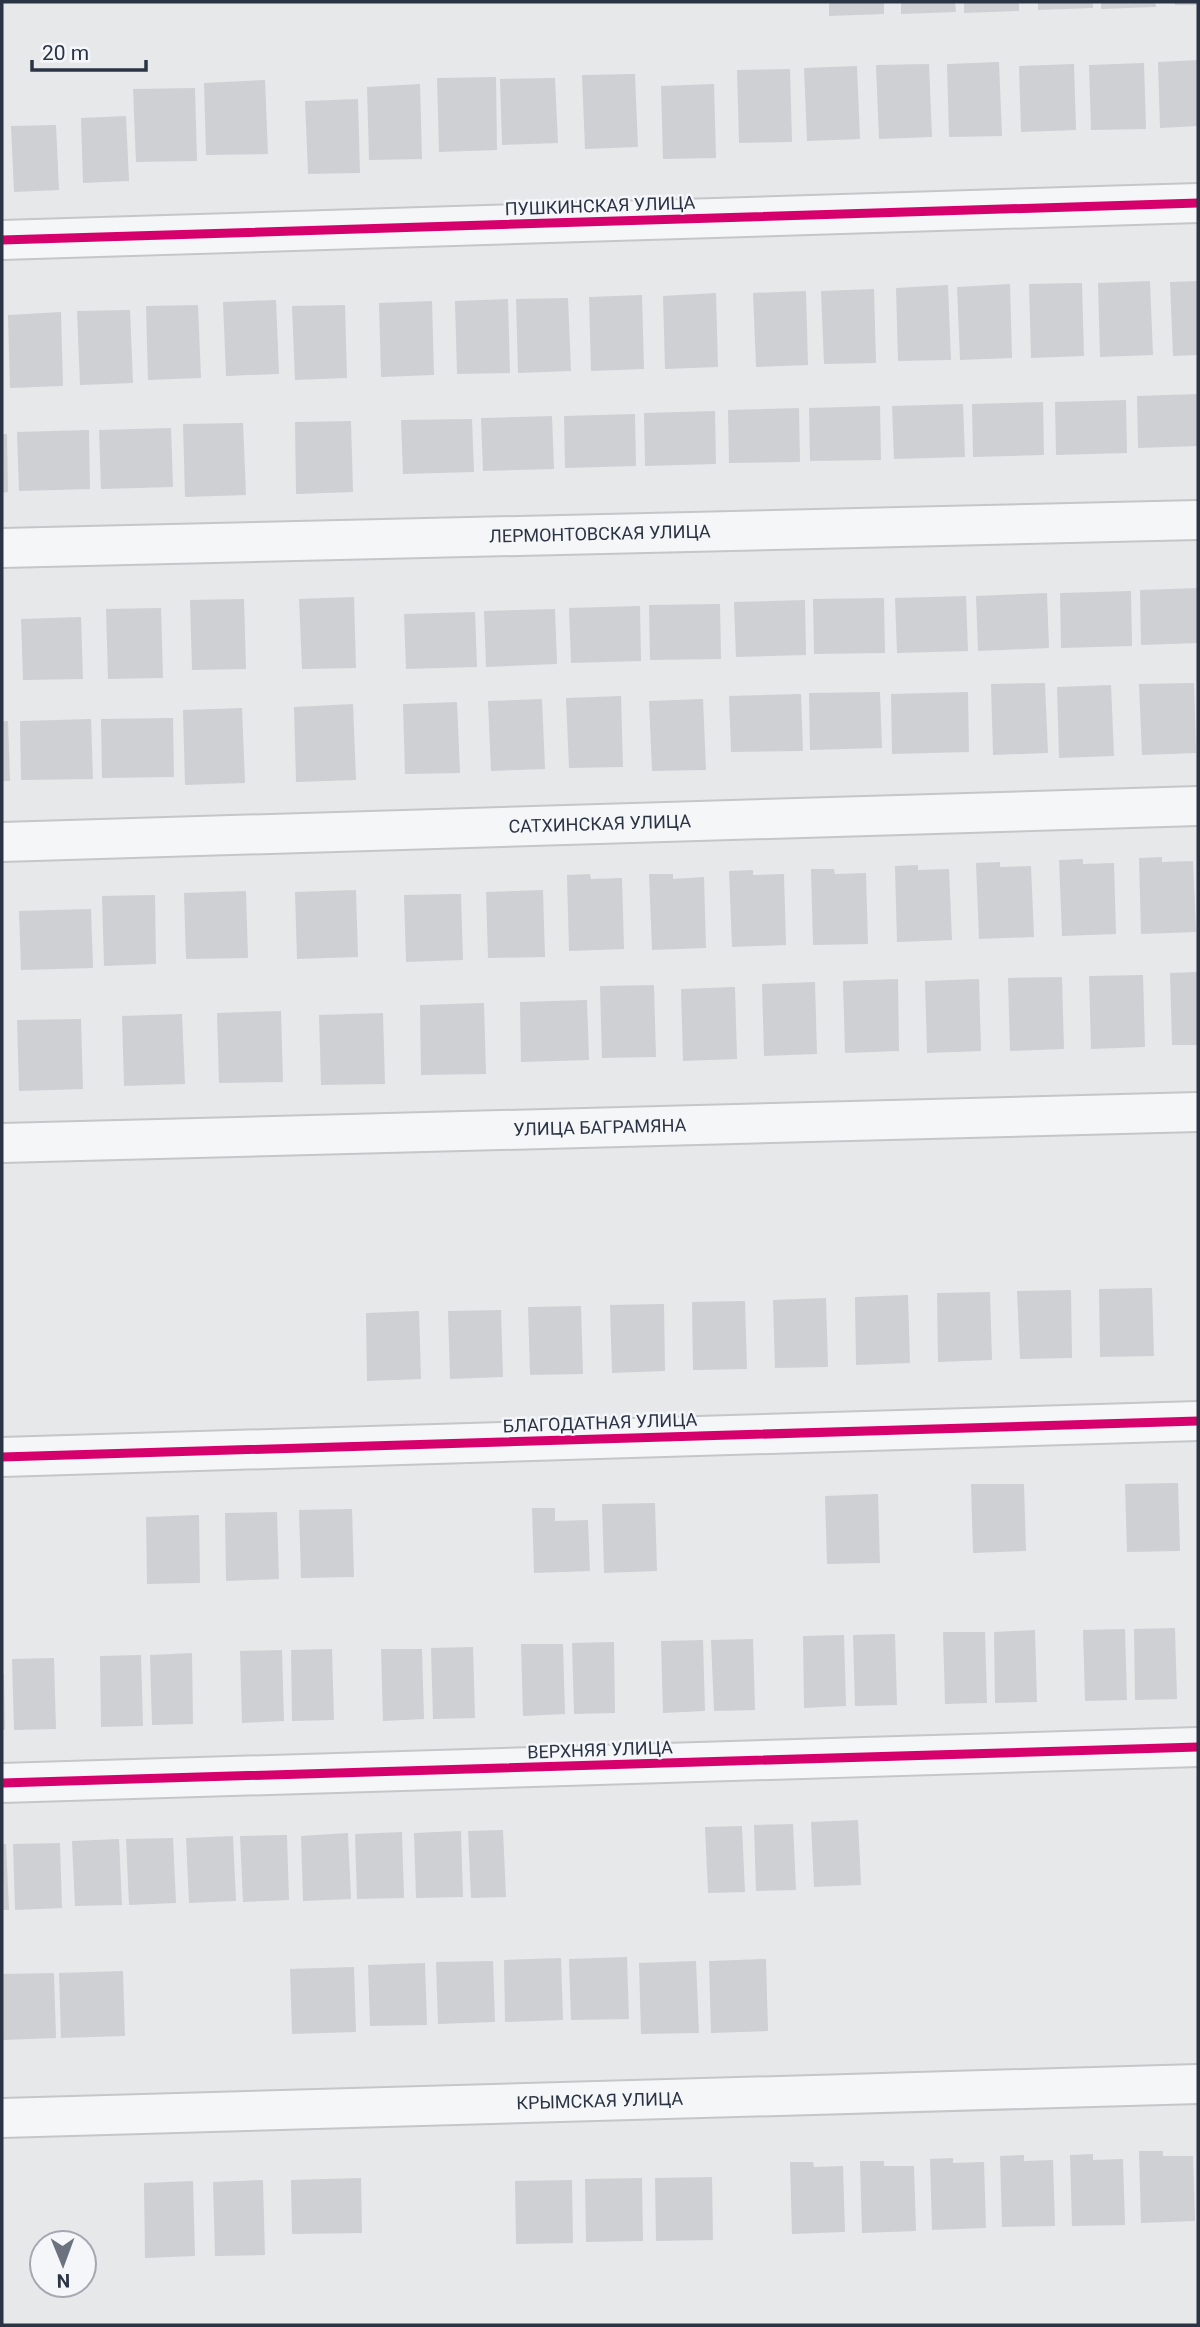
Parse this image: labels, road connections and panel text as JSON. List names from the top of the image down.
{
  "streets": {
    "street": [
      "ПУШКИНСКАЯ УЛИЦА",
      "ЛЕРМОНТОВСКАЯ УЛИЦА",
      "САТХИНСКАЯ УЛИЦА",
      "УЛИЦА БАГРАМЯНА",
      "БЛАГОДАТНАЯ УЛИЦА",
      "ВЕРХНЯЯ УЛИЦА",
      "КРЫМСКАЯ УЛИЦА"
    ]
  },
  "scale_bar": "20 m",
  "north": "bottom"
}
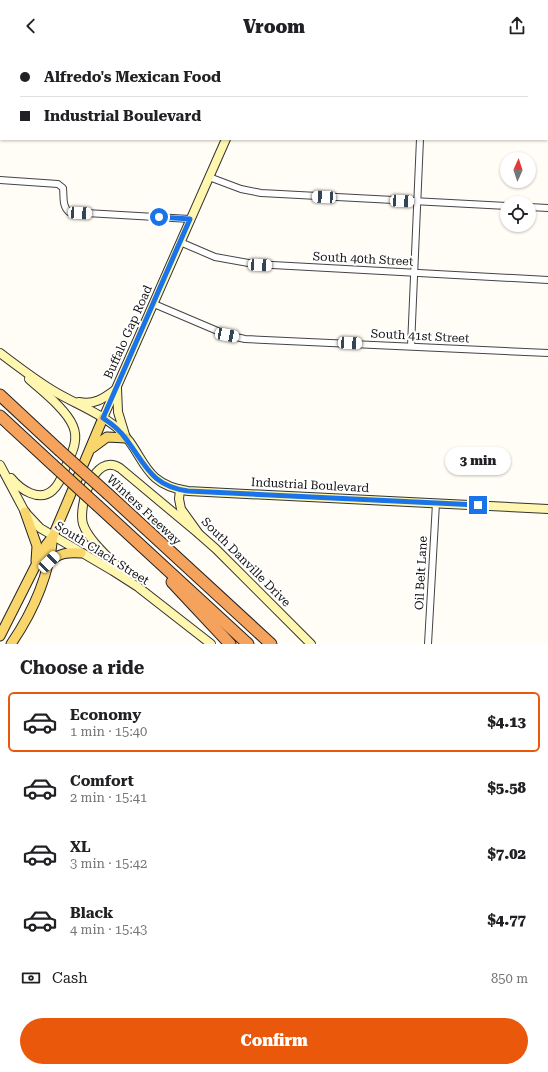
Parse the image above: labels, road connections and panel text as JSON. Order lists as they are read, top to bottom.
{
  "streets": {
    "highway": ["Winters Freeway"],
    "main road": [
      "Buffalo Gap Road",
      "Industrial Boulevard",
      "South Clack Street",
      "South Danville Drive"
    ],
    "street": ["South 40th Street", "South 41st Street", "Oil Belt Lane"]
  },
  "crossings": [
    ["South 40th Street", "Buffalo Gap Road"],
    ["Buffalo Gap Road", "South 41st Street"],
    ["Buffalo Gap Road", "Industrial Boulevard"],
    ["Buffalo Gap Road", "South Clack Street"],
    ["Industrial Boulevard", "South Danville Drive"],
    ["Industrial Boulevard", "Oil Belt Lane"]
  ],
  "north": "top",
  "page": {
    "header": "Vroom",
    "banner": ["Alfredo's Mexican Food", "Industrial Boulevard"],
    "bubble": "3 min",
    "heading": "Choose a ride",
    "list": [
      {
        "name": "Economy",
        "note": "1 min · 15:40",
        "value": "$4.13"
      },
      {
        "name": "Comfort",
        "note": "2 min · 15:41",
        "value": "$5.58"
      },
      {
        "name": "XL",
        "note": "3 min · 15:42",
        "value": "$7.02"
      },
      {
        "name": "Black",
        "note": "4 min · 15:43",
        "value": "$4.77"
      }
    ],
    "pay": ["Cash", "850 m"],
    "buttons": "Confirm"
  }
}
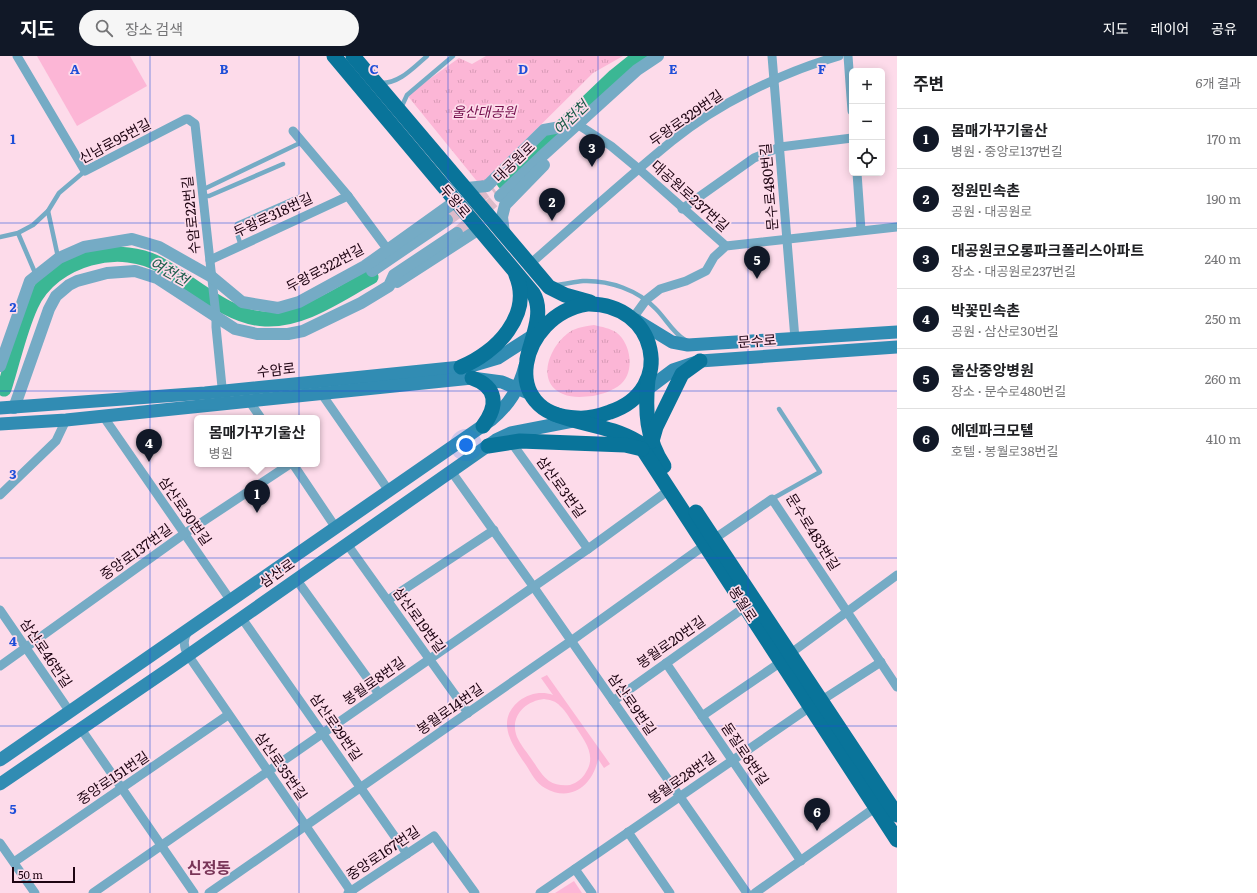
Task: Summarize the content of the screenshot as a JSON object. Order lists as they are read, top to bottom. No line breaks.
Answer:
{"streets":{"main road":["두왕로","문수로","수암로","삼산로","봉월로"],"street":["두왕로329번길","신남로95번길","문수로480번길","대공원로237번길","수암로22번길","두왕로318번길","두왕로322번길","삼산로3번길","삼산로30번길","문수로483번길","중앙로137번길","삼산로19번길","봉월로20번길","삼산로46번길","봉월로8번길","삼산로9번길","봉월로14번길","삼산로29번길","돋질로8번길","삼산로35번길","중앙로151번길","봉월로28번길","중앙로167번길"]},"crossings":[["두왕로329번길","문수로480번길"],["두왕로329번길","대공원로237번길"],["신남로95번길","수암로22번길"],["문수로480번길","문수로"],["두왕로","두왕로322번길"],["두왕로","문수로"],["두왕로","수암로"],["두왕로","삼산로"],["두왕로","봉월로"],["수암로22번길","두왕로318번길"],["수암로22번길","두왕로322번길"],["수암로22번길","수암로"],["두왕로318번길","두왕로322번길"],["문수로","수암로"],["문수로","삼산로"],["문수로","봉월로"],["수암로","삼산로30번길"],["수암로","삼산로"],["수암로","봉월로"],["삼산로3번길","봉월로8번길"],["삼산로30번길","중앙로137번길"],["삼산로30번길","삼산로"],["문수로483번길","봉월로14번길"],["문수로483번길","봉월로28번길"],["중앙로137번길","삼산로46번길"],["삼산로","봉월로"],["삼산로","삼산로19번길"],["삼산로","삼산로46번길"],["삼산로","삼산로9번길"],["삼산로","삼산로29번길"],["삼산로","삼산로35번길"],["봉월로","봉월로20번길"],["봉월로","봉월로8번길"],["봉월로","봉월로14번길"],["봉월로","봉월로28번길"],["삼산로19번길","봉월로8번길"],["삼산로19번길","봉월로14번길"],["봉월로20번길","삼산로9번길"],["봉월로20번길","돋질로8번길"],["봉월로8번길","삼산로9번길"],["봉월로8번길","삼산로29번길"],["봉월로8번길","삼산로35번길"],["삼산로9번길","봉월로14번길"],["삼산로9번길","봉월로28번길"],["봉월로14번길","삼산로29번길"],["봉월로14번길","삼산로35번길"],["삼산로29번길","중앙로167번길"],["돋질로8번길","봉월로28번길"],["삼산로35번길","중앙로151번길"],["삼산로35번길","중앙로167번길"]],"districts":["신정동"],"water":["여천천"],"parks":["울산대공원"],"scale_bar":"50 m","page":{"header":"지도","search":"장소 검색","nav":["지도","레이어","공유"],"heading":["주변","6개 결과"],"map_buttons":["+","−"],"list":[{"mark":"1","name":"몸매가꾸기울산","note":"병원 · 중앙로137번길","value":"170 m"},{"mark":"2","name":"정원민속촌","note":"공원 · 대공원로","value":"190 m"},{"mark":"3","name":"대공원코오롱파크폴리스아파트","note":"장소 · 대공원로237번길","value":"240 m"},{"mark":"4","name":"박꽃민속촌","note":"공원 · 삼산로30번길","value":"250 m"},{"mark":"5","name":"울산중앙병원","note":"장소 · 문수로480번길","value":"260 m"},{"mark":"6","name":"에덴파크모텔","note":"호텔 · 봉월로38번길","value":"410 m"}],"pins":["3","2","5","4","1","6"],"popup":["몸매가꾸기울산","병원"],"scale":"50 m"},"grid":{"columns":["A","B","C","D","E","F"],"rows":["1","2","3","4","5"]}}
•••••
EXERCISE INSTRUCTIONS - What is the number of lines in these entries that hold "panel"? Reply with the figure alone.

RESULT FOR THIS TASK - 2